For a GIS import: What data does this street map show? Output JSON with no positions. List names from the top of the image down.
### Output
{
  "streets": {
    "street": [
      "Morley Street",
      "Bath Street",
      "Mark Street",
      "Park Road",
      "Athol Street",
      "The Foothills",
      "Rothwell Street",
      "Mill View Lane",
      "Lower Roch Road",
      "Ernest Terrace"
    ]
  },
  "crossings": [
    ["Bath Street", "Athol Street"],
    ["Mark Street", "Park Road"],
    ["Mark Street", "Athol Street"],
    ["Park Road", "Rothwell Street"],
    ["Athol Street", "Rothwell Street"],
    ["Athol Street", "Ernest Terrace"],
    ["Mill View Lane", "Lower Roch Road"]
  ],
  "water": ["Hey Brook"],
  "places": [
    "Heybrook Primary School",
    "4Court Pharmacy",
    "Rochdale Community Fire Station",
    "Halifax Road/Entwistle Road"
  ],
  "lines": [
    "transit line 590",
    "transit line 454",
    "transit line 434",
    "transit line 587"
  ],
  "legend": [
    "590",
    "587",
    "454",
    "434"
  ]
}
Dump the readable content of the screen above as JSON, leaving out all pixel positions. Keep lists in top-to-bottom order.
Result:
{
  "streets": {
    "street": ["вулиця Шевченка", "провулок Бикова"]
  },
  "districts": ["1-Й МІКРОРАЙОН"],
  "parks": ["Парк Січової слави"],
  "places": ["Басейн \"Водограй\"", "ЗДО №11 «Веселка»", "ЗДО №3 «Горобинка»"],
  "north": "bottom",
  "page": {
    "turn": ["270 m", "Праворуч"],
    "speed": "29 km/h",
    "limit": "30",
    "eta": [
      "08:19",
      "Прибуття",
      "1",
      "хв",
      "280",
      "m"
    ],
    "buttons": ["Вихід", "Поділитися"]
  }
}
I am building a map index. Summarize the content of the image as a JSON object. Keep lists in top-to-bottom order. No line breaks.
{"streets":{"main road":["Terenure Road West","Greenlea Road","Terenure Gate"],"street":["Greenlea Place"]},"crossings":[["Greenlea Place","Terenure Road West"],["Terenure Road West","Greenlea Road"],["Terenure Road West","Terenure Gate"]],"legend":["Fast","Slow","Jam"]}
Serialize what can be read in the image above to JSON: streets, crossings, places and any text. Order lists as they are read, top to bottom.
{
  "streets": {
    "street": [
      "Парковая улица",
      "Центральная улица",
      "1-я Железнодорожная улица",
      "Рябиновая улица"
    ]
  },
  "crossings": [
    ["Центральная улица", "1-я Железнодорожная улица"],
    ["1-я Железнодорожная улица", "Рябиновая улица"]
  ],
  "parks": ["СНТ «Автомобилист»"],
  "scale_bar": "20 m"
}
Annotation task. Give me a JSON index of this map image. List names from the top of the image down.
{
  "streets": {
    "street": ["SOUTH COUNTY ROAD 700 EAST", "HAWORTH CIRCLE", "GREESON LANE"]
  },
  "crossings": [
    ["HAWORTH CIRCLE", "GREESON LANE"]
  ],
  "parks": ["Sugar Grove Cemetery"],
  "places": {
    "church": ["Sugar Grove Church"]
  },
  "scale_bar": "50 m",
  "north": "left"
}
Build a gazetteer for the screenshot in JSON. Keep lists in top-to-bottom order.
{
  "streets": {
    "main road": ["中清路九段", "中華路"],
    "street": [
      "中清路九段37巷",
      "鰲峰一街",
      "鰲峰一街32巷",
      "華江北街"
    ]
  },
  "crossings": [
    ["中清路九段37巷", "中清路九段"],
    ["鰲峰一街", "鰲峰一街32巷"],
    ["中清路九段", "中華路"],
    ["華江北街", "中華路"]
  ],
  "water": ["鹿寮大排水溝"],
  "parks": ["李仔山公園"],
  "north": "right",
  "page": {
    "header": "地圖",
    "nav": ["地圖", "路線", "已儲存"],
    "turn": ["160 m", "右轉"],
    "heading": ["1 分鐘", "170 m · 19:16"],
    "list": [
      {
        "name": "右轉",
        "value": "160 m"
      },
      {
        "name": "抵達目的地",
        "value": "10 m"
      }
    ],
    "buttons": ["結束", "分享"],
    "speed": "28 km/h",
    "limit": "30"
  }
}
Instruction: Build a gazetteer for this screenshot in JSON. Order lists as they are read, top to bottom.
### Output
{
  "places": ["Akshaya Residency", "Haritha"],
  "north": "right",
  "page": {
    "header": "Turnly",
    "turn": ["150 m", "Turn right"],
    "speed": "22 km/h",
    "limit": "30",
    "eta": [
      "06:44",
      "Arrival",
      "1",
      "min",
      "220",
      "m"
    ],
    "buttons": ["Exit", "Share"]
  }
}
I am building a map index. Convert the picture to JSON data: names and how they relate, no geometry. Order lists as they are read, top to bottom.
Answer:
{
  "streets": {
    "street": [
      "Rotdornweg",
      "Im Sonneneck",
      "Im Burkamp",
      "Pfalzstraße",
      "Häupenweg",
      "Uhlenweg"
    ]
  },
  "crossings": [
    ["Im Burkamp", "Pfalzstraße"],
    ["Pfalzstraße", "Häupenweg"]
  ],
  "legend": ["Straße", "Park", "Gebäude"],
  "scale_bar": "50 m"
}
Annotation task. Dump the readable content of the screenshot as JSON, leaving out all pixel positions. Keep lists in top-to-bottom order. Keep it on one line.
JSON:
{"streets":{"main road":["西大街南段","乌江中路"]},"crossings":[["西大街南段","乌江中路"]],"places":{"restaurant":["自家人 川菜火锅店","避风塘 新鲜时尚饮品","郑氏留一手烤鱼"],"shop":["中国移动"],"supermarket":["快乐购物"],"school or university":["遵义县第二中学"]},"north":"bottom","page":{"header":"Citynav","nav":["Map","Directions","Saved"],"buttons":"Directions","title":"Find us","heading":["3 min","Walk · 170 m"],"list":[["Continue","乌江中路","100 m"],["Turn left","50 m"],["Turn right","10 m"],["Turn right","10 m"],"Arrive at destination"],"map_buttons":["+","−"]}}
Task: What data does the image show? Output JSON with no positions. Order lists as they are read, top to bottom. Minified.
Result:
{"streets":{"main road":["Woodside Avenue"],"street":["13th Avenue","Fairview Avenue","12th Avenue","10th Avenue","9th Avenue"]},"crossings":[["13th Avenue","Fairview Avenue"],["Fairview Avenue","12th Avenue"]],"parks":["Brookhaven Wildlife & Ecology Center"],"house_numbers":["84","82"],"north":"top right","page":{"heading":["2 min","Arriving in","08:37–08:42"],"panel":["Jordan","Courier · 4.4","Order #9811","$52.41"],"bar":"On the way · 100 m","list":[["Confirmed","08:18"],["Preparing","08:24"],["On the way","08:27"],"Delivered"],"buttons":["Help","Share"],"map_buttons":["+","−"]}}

--- --- ---

Output the listing exactly, from first line to last.

For a GIS import: What data does this street map show? Output JSON with no positions. List names from the top of the image down.
### Output
{
  "streets": {
    "street": [
      "Morley Street",
      "Bath Street",
      "Mark Street",
      "Park Road",
      "Athol Street",
      "The Foothills",
      "Rothwell Street",
      "Mill View Lane",
      "Lower Roch Road",
      "Ernest Terrace"
    ]
  },
  "crossings": [
    ["Bath Street", "Athol Street"],
    ["Mark Street", "Park Road"],
    ["Mark Street", "Athol Street"],
    ["Park Road", "Rothwell Street"],
    ["Athol Street", "Rothwell Street"],
    ["Athol Street", "Ernest Terrace"],
    ["Mill View Lane", "Lower Roch Road"]
  ],
  "water": ["Hey Brook"],
  "places": [
    "Heybrook Primary School",
    "4Court Pharmacy",
    "Rochdale Community Fire Station",
    "Halifax Road/Entwistle Road"
  ],
  "lines": [
    "transit line 590",
    "transit line 454",
    "transit line 434",
    "transit line 587"
  ],
  "legend": [
    "590",
    "587",
    "454",
    "434"
  ]
}
Dump the readable content of the screen above as JSON, leaving out all pixel positions. Keep lists in top-to-bottom order.
Result:
{
  "streets": {
    "street": ["вулиця Шевченка", "провулок Бикова"]
  },
  "districts": ["1-Й МІКРОРАЙОН"],
  "parks": ["Парк Січової слави"],
  "places": ["Басейн \"Водограй\"", "ЗДО №11 «Веселка»", "ЗДО №3 «Горобинка»"],
  "north": "bottom",
  "page": {
    "turn": ["270 m", "Праворуч"],
    "speed": "29 km/h",
    "limit": "30",
    "eta": [
      "08:19",
      "Прибуття",
      "1",
      "хв",
      "280",
      "m"
    ],
    "buttons": ["Вихід", "Поділитися"]
  }
}
I am building a map index. Summarize the content of the image as a JSON object. Keep lists in top-to-bottom order. No line breaks.
{"streets":{"main road":["Terenure Road West","Greenlea Road","Terenure Gate"],"street":["Greenlea Place"]},"crossings":[["Greenlea Place","Terenure Road West"],["Terenure Road West","Greenlea Road"],["Terenure Road West","Terenure Gate"]],"legend":["Fast","Slow","Jam"]}
Serialize what can be read in the image above to JSON: streets, crossings, places and any text. Order lists as they are read, top to bottom.
{
  "streets": {
    "street": [
      "Парковая улица",
      "Центральная улица",
      "1-я Железнодорожная улица",
      "Рябиновая улица"
    ]
  },
  "crossings": [
    ["Центральная улица", "1-я Железнодорожная улица"],
    ["1-я Железнодорожная улица", "Рябиновая улица"]
  ],
  "parks": ["СНТ «Автомобилист»"],
  "scale_bar": "20 m"
}
Annotation task. Give me a JSON index of this map image. List names from the top of the image down.
{
  "streets": {
    "street": ["SOUTH COUNTY ROAD 700 EAST", "HAWORTH CIRCLE", "GREESON LANE"]
  },
  "crossings": [
    ["HAWORTH CIRCLE", "GREESON LANE"]
  ],
  "parks": ["Sugar Grove Cemetery"],
  "places": {
    "church": ["Sugar Grove Church"]
  },
  "scale_bar": "50 m",
  "north": "left"
}
Build a gazetteer for the screenshot in JSON. Keep lists in top-to-bottom order.
{
  "streets": {
    "main road": ["中清路九段", "中華路"],
    "street": [
      "中清路九段37巷",
      "鰲峰一街",
      "鰲峰一街32巷",
      "華江北街"
    ]
  },
  "crossings": [
    ["中清路九段37巷", "中清路九段"],
    ["鰲峰一街", "鰲峰一街32巷"],
    ["中清路九段", "中華路"],
    ["華江北街", "中華路"]
  ],
  "water": ["鹿寮大排水溝"],
  "parks": ["李仔山公園"],
  "north": "right",
  "page": {
    "header": "地圖",
    "nav": ["地圖", "路線", "已儲存"],
    "turn": ["160 m", "右轉"],
    "heading": ["1 分鐘", "170 m · 19:16"],
    "list": [
      {
        "name": "右轉",
        "value": "160 m"
      },
      {
        "name": "抵達目的地",
        "value": "10 m"
      }
    ],
    "buttons": ["結束", "分享"],
    "speed": "28 km/h",
    "limit": "30"
  }
}
Instruction: Build a gazetteer for this screenshot in JSON. Order lists as they are read, top to bottom.
### Output
{
  "places": ["Akshaya Residency", "Haritha"],
  "north": "right",
  "page": {
    "header": "Turnly",
    "turn": ["150 m", "Turn right"],
    "speed": "22 km/h",
    "limit": "30",
    "eta": [
      "06:44",
      "Arrival",
      "1",
      "min",
      "220",
      "m"
    ],
    "buttons": ["Exit", "Share"]
  }
}
I am building a map index. Convert the picture to JSON data: names and how they relate, no geometry. Order lists as they are read, top to bottom.
Answer:
{
  "streets": {
    "street": [
      "Rotdornweg",
      "Im Sonneneck",
      "Im Burkamp",
      "Pfalzstraße",
      "Häupenweg",
      "Uhlenweg"
    ]
  },
  "crossings": [
    ["Im Burkamp", "Pfalzstraße"],
    ["Pfalzstraße", "Häupenweg"]
  ],
  "legend": ["Straße", "Park", "Gebäude"],
  "scale_bar": "50 m"
}
Annotation task. Dump the readable content of the screenshot as JSON, leaving out all pixel positions. Keep lists in top-to-bottom order. Keep it on one line.
JSON:
{"streets":{"main road":["西大街南段","乌江中路"]},"crossings":[["西大街南段","乌江中路"]],"places":{"restaurant":["自家人 川菜火锅店","避风塘 新鲜时尚饮品","郑氏留一手烤鱼"],"shop":["中国移动"],"supermarket":["快乐购物"],"school or university":["遵义县第二中学"]},"north":"bottom","page":{"header":"Citynav","nav":["Map","Directions","Saved"],"buttons":"Directions","title":"Find us","heading":["3 min","Walk · 170 m"],"list":[["Continue","乌江中路","100 m"],["Turn left","50 m"],["Turn right","10 m"],["Turn right","10 m"],"Arrive at destination"],"map_buttons":["+","−"]}}
Task: What data does the image show? Output JSON with no positions. Order lists as they are read, top to bottom. Minified.
Result:
{"streets":{"main road":["Woodside Avenue"],"street":["13th Avenue","Fairview Avenue","12th Avenue","10th Avenue","9th Avenue"]},"crossings":[["13th Avenue","Fairview Avenue"],["Fairview Avenue","12th Avenue"]],"parks":["Brookhaven Wildlife & Ecology Center"],"house_numbers":["84","82"],"north":"top right","page":{"heading":["2 min","Arriving in","08:37–08:42"],"panel":["Jordan","Courier · 4.4","Order #9811","$52.41"],"bar":"On the way · 100 m","list":[["Confirmed","08:18"],["Preparing","08:24"],["On the way","08:27"],"Delivered"],"buttons":["Help","Share"],"map_buttons":["+","−"]}}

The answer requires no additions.